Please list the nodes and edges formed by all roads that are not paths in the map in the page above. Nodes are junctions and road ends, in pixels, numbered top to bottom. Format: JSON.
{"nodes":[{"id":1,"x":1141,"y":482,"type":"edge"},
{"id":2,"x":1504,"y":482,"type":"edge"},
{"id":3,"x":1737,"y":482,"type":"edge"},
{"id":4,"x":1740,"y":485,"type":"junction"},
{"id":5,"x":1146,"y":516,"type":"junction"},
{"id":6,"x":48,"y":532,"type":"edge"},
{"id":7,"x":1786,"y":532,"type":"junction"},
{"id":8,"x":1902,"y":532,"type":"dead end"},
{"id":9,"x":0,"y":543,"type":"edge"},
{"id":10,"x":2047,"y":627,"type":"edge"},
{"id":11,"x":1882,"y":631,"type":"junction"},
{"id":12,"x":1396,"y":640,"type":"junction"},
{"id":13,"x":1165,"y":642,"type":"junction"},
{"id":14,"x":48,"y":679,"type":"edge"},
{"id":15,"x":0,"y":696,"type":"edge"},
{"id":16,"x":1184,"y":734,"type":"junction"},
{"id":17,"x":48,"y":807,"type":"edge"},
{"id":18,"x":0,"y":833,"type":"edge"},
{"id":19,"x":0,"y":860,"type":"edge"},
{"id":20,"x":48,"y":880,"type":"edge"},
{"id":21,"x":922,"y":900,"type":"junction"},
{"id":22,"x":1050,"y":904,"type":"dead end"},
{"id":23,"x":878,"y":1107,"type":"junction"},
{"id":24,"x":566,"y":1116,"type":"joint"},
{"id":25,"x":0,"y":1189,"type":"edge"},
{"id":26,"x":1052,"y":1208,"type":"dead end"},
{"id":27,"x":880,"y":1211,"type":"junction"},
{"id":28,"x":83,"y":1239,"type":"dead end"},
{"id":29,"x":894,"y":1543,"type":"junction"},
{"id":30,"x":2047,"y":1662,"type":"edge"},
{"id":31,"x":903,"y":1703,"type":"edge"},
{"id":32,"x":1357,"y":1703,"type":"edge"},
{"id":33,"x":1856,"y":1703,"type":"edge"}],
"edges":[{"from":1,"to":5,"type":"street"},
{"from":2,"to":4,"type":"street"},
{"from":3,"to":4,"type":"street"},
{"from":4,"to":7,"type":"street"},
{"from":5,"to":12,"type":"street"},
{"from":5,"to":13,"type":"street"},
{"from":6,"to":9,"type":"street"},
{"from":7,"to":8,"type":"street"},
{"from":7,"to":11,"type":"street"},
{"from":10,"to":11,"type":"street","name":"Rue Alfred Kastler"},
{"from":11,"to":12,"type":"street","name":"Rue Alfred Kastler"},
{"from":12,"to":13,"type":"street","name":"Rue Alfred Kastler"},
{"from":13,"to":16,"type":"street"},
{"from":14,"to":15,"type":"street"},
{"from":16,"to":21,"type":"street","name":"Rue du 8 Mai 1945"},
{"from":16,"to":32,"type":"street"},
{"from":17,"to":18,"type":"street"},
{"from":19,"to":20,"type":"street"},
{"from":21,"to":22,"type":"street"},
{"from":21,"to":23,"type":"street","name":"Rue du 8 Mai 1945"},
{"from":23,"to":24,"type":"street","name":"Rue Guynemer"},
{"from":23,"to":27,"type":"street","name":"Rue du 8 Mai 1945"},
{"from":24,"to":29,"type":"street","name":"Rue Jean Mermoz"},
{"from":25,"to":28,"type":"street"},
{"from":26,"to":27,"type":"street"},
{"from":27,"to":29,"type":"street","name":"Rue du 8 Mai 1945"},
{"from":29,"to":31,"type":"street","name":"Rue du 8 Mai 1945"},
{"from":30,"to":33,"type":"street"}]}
* * * * * * * * *
**Goal of the exercise:**
The response must consist solely of the number of lines in the listing above that contain "dead".

**Solution to the problem:**
4